Big Music vs. the 99 percent
Before getting into the facts and numbers, one has to define “Big Music.” When I mention such a term, it’s not about the LiveNation-dominated live music market or the monopolistic power of Apple’s iTunes Store. No, I’m talking about the four record labels that dominate the music market: EMI, which is owned by Citigroup; Sony Music Entertainment (SME), which is owned by Japan’s Sony Corp.; Warner Music Group (WMG), owned by Access Industries; and Universal Music Group (UMG), owned by a French entertainment company, Vivendi.
In a letter to Federal Trade Commission, Public Knowledge and Media Access Project wrote: “By 2010 end-of-year figures, [these]…four record labels account for almost 90 percent of recorded music sales in the U.S. Universal is the largest company, with a share of 38.0 percent, followed by its nearest competitor, Sony (at 28.0 percent), then Warner Music Group…(20.0 percent) and EMI (10.2 percent)…[leaving] only a 11.0 percent market share for independent labels.”
This is an increase from the mid-2000s when almost 82% of the market was dominated by these four record labels. Collectively these corporate entities can be called “Big Music,” along with industry organizations like the Recording Industry Association of America (RIAA) and other groups.
Why bring this up now? UMG is trying to merge with EMI. Such an action would result in Sony and UMG controlling nearly 70 percent of the market for recorded music. Public Knowledge, mentioned earlier, is against such consolidation because it would cause prices to rise, indie artists would be harmed, and innovation in this industry would be stunted. EMI created OpenEMI, which allows developers to create apps to distribute recorded sound, something that may be under threat with such consolidation. In addition, any new music service created would have to heavily weigh the thoughts of UMG and Sony.
The group also argues that the merger violates antitrust law, saying it is “an unfair method of competition” that constitutes “an unreasonable restraint of trade” because it will “substantially lessen competition.” They also point out that “the industry has chronically and grossly overestimated the role of copyright infringement in the development of digital distribution,” something that drives the industry-induced and government-executed “war on online piracy.”
Such a merger should not be approved due to UMG’s previous misconduct. In 2006, Eliot Spitzer, who was then attorney general of New York, found that the company had bribed radio stations to play songs by UMG artists, resulting in a $12 million settlement from UMG. The next year, the company angered many YouTubers by ferociously enforcing the Digital Millennium Copyright Act. UMG was stopping what they termed “copyright infringement.” Such ridiculousness included taking down a 29-second video of a person dancing to a Prince song.

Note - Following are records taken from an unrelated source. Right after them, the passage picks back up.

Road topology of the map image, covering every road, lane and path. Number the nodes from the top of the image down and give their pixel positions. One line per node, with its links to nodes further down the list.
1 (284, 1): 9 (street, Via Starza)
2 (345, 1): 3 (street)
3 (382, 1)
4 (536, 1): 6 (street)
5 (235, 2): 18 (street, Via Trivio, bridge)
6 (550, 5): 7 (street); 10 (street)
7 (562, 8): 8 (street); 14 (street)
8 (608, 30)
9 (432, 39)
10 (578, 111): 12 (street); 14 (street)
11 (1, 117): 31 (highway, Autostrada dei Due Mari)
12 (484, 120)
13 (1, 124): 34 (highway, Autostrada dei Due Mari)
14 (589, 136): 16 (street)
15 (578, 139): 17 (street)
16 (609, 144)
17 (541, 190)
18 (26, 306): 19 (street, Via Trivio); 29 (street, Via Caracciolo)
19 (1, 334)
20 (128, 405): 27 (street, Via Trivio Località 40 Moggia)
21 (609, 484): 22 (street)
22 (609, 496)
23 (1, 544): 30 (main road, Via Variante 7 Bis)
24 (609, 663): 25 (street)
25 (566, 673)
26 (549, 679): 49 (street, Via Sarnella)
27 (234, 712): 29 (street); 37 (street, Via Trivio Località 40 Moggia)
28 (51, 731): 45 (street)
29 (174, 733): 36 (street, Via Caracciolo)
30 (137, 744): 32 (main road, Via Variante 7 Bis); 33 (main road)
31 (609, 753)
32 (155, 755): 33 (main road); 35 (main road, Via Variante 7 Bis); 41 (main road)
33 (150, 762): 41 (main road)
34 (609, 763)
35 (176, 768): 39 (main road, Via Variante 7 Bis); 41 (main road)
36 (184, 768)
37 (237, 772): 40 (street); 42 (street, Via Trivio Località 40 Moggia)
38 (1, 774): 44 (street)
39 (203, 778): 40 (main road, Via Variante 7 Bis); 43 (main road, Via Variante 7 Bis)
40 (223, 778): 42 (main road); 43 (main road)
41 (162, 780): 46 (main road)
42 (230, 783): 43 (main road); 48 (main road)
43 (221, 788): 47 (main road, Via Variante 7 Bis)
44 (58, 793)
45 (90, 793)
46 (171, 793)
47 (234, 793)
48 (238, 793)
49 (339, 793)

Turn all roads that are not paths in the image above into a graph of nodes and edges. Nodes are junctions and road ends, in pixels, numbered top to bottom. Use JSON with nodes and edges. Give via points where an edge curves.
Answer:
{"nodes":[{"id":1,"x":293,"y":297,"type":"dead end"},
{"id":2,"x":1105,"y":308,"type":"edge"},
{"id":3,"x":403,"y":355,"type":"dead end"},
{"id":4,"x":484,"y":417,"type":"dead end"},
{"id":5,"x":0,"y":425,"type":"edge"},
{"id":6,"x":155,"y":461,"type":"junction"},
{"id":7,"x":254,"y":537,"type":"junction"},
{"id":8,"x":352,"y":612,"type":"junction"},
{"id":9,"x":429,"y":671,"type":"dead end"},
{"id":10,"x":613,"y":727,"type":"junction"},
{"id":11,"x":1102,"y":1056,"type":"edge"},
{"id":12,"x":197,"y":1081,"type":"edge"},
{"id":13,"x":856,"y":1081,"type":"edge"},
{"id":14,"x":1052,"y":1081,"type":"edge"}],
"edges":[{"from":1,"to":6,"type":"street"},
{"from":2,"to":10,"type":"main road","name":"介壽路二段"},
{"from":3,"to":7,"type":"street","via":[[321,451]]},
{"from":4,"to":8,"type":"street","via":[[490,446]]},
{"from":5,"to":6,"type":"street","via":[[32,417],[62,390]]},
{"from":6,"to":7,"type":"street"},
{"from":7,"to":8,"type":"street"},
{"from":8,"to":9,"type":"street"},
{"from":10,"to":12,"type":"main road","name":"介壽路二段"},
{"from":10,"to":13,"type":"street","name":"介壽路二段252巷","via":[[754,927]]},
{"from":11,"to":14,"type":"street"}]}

Most recently, after now-defunct Megaupload released “The Mega Song” with numerous RIAA artists supporting the music download service, it was flagged and downed by UMG after it was uploaded to the Internet. UMG claimed the video violated copyright. Megaupload took them to court and told them to apologize, probably causing the video to returned to online. However, UMG got its revenge when the Department of Justice, FBI and National Intellectual Property Rights Coordination Center jointly shut down and seized Megaupload.com, and started criminal cases against the site’s owners. Not long after, Megaupload executives were arrested by police in New Zealand as ordered by a U.S. prosecutor. In response, the loose hacking collective, Anonymous, downeduniversalmusic.com
As for EMI, none of their websites were downed but complications exist with this label as well. The British-based music company has been wholly owned by one evil corporation since February 2011: Citigroup. If you forget the evils of this large financial corporation that received $2.4 trillion from the Federal Reserve, Sen. Bernie Sanders laid it out clearly in his Dec. 10, 2010, speech. Sen. Sanders noted that Citigroup was “making incredible profits and paying their executives record-breaking compensation” after the U.S. taxpayer bailed them out and as Americans suffered economically, mentally and socially. Money paid for a song by an EMI artist is basically trickling up to pay executives like CEO Vikram Pandit and Chairman Michael E. O’Neill. Do you really want to support that?
The proposed merger, the reactionary nature of UMG, and EMI’s connections to Citigroup makes one think of a plan to “fight the powers that be.” Downing UMG and EMI’s websites isn’t a very effective tactic in the long or short-run, making another plan imperative: boycotting these two companies. Nowadays, most music is sold online in major stores such as iTunes, Amazon and eMusic. In order for UMG and EMI to get the message, people must stand up and say that they will not buy, support or listen to the music from artists connected to these companies unless the merger is stopped. Personally, I’m following this strategy by not listening to certain EMI and UMG artists.
Everyone should follow this plan for opposition of this merger simply by looking up the labels of artists you listen to. Such actions are just part of a broader plan to stop the consolidation. If this merger is not stopped, the corporate oligopoly in the recorded music market will tighten. Today there is one merger between two record labels; tomorrow it will be another two. The 99 percent of Americans must unite to tackle this consolidation and kill it before it reaches the FTC, Justice Department or any other government institution that allows the merger.